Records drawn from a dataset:
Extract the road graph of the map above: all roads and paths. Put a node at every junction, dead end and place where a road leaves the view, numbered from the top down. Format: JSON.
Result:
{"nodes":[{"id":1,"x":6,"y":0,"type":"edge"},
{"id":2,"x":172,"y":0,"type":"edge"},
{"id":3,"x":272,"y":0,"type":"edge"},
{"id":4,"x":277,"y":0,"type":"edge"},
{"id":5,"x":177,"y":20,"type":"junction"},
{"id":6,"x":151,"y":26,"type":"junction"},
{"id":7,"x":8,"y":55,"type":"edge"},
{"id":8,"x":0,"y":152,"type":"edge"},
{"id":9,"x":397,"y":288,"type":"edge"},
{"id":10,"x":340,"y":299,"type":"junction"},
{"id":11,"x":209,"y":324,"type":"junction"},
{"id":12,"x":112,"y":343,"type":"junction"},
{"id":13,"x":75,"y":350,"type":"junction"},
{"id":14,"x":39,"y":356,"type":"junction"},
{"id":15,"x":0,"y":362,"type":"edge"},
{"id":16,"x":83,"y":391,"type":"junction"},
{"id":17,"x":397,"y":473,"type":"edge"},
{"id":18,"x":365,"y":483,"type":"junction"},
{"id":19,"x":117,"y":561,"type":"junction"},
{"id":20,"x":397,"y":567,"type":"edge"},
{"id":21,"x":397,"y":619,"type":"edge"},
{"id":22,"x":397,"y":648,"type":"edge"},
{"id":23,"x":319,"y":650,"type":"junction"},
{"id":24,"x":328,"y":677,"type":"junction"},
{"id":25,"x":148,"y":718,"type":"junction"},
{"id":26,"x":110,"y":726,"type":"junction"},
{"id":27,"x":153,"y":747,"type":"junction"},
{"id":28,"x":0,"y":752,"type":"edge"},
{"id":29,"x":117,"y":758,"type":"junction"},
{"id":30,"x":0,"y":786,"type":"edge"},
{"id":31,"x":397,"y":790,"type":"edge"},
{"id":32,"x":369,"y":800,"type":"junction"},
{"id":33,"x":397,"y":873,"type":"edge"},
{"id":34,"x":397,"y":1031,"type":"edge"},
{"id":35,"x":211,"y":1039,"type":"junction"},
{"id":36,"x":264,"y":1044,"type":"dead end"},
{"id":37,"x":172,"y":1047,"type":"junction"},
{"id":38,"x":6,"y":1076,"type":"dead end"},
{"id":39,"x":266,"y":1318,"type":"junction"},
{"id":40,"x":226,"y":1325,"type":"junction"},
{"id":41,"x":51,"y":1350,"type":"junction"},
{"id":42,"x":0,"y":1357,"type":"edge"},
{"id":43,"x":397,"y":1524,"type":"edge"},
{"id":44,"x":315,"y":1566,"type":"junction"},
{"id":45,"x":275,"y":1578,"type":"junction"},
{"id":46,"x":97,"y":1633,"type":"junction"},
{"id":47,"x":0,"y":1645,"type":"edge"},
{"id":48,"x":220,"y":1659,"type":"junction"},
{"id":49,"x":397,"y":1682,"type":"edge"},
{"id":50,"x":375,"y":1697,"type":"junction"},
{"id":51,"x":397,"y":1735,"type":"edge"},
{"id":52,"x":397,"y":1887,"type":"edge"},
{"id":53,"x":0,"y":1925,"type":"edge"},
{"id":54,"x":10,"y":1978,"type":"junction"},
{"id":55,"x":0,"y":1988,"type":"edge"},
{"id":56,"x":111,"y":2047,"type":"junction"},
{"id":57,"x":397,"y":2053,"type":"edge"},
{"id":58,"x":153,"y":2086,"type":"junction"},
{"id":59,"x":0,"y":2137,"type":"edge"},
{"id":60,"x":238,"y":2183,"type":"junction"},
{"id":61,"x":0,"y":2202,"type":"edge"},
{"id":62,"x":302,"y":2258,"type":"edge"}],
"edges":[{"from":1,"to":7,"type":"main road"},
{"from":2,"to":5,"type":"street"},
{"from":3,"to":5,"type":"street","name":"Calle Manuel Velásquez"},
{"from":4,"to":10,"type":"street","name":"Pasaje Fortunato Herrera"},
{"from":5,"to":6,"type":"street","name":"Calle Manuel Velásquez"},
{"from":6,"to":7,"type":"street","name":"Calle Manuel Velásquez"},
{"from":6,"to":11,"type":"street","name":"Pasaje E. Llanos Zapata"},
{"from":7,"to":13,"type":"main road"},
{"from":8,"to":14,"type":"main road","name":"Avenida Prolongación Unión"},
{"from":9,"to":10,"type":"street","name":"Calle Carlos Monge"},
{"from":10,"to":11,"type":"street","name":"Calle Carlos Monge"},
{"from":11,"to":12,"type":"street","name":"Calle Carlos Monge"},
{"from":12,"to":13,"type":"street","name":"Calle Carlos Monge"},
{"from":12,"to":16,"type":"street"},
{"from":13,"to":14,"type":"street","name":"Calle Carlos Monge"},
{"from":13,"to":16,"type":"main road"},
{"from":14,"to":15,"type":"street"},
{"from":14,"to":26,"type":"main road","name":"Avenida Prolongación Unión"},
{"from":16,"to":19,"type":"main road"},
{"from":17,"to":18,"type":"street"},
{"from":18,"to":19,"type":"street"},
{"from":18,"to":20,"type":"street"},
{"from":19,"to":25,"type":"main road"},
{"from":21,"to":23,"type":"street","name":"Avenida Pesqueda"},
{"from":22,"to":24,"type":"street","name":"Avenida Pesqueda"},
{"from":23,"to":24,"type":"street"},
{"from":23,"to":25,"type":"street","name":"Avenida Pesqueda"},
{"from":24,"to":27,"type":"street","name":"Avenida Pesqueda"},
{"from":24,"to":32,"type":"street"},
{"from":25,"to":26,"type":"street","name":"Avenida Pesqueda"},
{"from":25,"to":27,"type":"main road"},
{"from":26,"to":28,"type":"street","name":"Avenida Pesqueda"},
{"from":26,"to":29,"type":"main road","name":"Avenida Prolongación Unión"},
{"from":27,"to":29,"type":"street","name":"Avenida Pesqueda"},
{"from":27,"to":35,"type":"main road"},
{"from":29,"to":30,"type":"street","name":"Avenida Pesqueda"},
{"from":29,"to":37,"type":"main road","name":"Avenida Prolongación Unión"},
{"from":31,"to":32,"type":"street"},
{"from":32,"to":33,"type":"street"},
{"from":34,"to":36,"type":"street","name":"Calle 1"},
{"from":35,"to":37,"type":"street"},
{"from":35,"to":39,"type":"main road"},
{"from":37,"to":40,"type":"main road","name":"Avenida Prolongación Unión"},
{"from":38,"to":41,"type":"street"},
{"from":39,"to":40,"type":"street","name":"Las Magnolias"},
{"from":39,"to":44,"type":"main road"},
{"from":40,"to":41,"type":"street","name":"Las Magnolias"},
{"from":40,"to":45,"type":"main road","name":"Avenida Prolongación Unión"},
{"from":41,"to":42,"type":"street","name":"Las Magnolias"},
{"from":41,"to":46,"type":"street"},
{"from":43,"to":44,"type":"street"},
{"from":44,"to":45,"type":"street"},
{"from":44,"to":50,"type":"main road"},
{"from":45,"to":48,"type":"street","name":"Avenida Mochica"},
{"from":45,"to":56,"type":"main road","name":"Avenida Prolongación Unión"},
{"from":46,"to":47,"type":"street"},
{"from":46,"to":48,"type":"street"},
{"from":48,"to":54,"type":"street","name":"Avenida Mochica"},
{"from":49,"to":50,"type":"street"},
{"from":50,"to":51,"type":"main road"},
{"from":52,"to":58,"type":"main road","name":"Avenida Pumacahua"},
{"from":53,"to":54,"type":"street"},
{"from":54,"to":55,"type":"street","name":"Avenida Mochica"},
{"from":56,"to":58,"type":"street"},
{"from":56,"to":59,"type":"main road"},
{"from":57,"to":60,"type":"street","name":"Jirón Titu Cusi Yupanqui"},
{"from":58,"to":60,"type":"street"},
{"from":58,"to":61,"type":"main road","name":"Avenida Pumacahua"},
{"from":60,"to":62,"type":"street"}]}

▶ [PROBLEM DESCRIPTION]
Give the number of lines in the records above that contain "Prolongación", with no other words.

▶ [TASK RESPONSE]
7